段丘を川岸へと降りて行く坂が「山中坂」だった。その坂の中ほどに、斜面を背にして黒い石碑と小さなほこらが 並んで立っている。石碑には「山中坂悲歌」と題して歌詞が刻まれていた。その下に「碑文」と題し、 いわれを刻んだ石板が埋め込まれている。
碑文によると、太平洋戦争末期の1945年(昭和20年)2月から8月までの間、 立川は少なくとも13回の爆撃を受け三百三十人余が犠牲になった。山中坂にあった防空壕は、 B29が投下した爆弾が直撃し、避難していた子ども32人を含む42人が死亡したとのこと。 「一九九五年四月二日」とあるから、戦後50年を記念して建立されたに違いない。

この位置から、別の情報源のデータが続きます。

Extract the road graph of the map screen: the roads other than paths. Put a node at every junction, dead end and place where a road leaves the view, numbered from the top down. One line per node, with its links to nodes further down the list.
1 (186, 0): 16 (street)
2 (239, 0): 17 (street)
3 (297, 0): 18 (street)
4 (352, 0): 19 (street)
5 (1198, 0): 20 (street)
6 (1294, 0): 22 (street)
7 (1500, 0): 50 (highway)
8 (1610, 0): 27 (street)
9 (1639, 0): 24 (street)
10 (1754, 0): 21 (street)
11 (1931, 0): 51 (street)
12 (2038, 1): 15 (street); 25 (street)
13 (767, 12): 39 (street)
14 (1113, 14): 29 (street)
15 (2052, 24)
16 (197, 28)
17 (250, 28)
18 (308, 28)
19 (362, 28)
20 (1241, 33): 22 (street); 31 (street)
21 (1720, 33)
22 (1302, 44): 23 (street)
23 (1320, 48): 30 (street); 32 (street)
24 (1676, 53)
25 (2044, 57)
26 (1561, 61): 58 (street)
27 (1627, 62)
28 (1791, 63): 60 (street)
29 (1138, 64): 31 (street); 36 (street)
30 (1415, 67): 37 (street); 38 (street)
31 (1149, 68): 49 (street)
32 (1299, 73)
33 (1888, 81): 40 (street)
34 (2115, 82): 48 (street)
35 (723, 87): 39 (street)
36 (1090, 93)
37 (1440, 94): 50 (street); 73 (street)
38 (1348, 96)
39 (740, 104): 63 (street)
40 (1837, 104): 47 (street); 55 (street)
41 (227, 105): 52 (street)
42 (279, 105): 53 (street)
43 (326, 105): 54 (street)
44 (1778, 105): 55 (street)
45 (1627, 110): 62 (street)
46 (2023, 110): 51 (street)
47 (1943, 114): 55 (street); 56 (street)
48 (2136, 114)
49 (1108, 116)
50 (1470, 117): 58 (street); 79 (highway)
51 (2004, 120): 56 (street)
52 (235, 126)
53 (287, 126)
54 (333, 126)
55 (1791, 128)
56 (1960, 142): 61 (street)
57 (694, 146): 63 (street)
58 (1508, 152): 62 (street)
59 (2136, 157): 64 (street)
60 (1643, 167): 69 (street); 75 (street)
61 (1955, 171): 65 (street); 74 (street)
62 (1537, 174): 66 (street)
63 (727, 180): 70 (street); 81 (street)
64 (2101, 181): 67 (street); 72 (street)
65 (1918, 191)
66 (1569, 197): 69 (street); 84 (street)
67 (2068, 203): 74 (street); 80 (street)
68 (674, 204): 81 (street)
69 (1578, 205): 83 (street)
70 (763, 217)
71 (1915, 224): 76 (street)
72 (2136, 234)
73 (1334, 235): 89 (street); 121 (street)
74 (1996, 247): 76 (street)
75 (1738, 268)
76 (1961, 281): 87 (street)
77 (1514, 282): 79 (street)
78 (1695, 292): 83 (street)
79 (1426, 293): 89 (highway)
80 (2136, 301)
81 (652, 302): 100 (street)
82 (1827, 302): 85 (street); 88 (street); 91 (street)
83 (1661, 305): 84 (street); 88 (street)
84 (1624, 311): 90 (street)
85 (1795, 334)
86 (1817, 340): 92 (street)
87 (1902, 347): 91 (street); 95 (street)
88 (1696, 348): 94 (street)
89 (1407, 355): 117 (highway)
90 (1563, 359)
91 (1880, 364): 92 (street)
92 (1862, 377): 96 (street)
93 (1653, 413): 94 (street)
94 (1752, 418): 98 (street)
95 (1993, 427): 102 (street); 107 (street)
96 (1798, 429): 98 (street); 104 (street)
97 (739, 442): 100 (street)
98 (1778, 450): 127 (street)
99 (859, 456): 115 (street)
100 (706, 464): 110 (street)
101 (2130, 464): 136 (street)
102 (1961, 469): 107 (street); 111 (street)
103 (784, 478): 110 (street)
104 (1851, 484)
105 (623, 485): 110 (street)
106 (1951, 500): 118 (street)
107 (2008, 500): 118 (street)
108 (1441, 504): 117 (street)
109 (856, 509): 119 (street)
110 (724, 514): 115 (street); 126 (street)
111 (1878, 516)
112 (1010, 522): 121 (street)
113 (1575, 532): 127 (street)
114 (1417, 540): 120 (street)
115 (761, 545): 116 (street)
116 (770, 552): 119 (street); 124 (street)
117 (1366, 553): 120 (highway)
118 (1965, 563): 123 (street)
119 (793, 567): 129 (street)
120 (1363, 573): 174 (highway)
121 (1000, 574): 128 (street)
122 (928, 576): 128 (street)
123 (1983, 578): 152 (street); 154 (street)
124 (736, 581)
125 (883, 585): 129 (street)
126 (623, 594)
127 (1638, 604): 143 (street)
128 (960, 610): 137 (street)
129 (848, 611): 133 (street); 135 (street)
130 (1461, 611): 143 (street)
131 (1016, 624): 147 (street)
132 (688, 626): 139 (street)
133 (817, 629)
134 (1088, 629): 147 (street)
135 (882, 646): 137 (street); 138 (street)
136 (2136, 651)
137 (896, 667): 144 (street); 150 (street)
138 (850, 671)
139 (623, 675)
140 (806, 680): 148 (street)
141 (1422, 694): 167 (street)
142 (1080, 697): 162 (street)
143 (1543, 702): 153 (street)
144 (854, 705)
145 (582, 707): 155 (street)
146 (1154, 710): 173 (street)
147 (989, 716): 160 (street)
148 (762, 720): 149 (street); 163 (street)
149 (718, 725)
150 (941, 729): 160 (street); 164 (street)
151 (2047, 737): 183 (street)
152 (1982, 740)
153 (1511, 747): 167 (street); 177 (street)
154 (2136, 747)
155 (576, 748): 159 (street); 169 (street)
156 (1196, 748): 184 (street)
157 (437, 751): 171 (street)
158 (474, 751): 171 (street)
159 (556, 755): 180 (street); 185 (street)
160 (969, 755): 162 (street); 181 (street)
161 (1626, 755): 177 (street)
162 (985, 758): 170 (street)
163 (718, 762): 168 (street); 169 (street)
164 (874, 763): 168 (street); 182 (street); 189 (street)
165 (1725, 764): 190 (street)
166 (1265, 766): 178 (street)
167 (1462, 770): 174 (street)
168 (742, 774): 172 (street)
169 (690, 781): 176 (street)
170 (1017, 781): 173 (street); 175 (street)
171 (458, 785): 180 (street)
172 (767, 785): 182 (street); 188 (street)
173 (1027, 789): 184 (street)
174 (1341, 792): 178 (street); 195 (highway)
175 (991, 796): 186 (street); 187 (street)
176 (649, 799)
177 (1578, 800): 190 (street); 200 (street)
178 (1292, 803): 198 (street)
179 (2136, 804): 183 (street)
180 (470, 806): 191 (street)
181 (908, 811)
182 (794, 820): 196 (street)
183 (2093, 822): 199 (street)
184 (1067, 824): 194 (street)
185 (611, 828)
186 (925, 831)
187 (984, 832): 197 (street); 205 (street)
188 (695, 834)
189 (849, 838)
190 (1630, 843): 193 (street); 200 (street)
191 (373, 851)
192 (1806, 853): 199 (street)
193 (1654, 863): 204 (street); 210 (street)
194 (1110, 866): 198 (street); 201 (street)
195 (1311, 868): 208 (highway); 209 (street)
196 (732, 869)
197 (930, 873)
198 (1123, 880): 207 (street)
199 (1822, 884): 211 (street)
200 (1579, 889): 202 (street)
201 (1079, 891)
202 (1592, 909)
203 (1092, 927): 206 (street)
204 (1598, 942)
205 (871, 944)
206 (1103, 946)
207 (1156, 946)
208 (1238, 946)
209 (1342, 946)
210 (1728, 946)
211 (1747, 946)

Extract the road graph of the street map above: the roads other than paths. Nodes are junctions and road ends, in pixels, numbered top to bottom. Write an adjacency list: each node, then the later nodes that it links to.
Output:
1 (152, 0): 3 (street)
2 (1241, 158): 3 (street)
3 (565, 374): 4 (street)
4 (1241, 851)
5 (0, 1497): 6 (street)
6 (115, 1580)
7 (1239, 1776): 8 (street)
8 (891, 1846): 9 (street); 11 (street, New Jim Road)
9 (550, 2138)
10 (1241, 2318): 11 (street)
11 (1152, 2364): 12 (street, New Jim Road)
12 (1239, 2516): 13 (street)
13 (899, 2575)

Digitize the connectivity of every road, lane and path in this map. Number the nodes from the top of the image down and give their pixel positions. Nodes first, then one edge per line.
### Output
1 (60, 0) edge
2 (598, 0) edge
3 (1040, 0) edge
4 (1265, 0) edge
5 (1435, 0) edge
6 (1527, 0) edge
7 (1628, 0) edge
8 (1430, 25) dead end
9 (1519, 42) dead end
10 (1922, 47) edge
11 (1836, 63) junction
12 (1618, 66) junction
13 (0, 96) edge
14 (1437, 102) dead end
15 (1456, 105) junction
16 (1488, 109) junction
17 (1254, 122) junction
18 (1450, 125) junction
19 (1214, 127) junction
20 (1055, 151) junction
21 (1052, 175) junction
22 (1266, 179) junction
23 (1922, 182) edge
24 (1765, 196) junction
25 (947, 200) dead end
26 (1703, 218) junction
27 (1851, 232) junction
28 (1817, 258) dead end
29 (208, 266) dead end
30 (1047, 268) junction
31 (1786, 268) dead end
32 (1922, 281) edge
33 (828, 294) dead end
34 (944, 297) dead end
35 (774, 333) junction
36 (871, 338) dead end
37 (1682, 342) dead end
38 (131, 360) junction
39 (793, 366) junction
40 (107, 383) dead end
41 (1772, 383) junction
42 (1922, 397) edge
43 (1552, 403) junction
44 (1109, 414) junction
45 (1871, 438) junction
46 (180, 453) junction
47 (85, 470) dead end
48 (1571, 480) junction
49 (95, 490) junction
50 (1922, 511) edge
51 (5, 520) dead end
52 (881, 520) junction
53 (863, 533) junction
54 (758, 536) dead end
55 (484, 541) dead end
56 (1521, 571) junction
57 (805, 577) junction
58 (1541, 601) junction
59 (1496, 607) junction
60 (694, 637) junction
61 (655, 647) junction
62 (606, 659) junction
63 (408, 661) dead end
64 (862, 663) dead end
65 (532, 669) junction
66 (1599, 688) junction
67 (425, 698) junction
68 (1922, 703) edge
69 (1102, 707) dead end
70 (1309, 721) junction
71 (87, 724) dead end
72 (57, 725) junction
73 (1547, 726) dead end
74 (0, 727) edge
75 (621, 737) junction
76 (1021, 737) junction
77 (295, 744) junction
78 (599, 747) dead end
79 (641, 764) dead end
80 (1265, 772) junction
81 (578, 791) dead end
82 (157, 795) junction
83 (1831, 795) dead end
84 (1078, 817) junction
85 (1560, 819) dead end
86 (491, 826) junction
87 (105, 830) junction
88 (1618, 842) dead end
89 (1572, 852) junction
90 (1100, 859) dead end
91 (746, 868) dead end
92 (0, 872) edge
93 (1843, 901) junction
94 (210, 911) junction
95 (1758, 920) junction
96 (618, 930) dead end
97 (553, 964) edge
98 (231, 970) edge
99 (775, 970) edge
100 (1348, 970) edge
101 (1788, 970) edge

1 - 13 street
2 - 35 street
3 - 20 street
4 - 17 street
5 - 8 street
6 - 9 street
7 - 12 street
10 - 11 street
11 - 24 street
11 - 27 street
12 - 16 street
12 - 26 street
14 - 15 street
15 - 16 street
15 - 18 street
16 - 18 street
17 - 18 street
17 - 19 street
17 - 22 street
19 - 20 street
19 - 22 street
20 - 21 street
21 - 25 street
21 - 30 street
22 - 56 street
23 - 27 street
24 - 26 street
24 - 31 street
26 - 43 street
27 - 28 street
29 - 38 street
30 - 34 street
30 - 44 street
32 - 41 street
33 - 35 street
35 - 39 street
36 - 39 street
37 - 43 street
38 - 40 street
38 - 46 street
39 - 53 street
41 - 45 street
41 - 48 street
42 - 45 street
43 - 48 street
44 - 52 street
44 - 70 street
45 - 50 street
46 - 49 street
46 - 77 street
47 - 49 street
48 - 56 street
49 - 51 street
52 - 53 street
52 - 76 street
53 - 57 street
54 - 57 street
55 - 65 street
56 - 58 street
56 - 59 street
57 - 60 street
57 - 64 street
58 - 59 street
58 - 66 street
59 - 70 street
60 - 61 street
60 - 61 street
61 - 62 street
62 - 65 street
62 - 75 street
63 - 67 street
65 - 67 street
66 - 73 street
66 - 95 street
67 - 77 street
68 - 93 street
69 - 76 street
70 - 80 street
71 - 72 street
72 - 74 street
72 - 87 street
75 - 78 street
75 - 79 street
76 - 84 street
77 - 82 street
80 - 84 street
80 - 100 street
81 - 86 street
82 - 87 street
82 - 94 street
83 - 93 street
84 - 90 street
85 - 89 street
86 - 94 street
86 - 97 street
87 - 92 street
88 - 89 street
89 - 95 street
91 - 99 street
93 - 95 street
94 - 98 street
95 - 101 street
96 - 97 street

かたわらのほこらは、犠牲となった人たちの鎮魂のため、戦後建てられたのだろうか。 中をのぞくと、地蔵らしき御姿と色鮮やかな花が見えた。
帰り道、残堀川の岸を歩くと、段丘斜面の竹やぶの陰に、いくつもの防空壕の跡が見えた。 眺めていると、歌碑にあった「あの悲しみをくり返さない あの悲しみをくり返さない」という祈りのような歌詞を思い出した。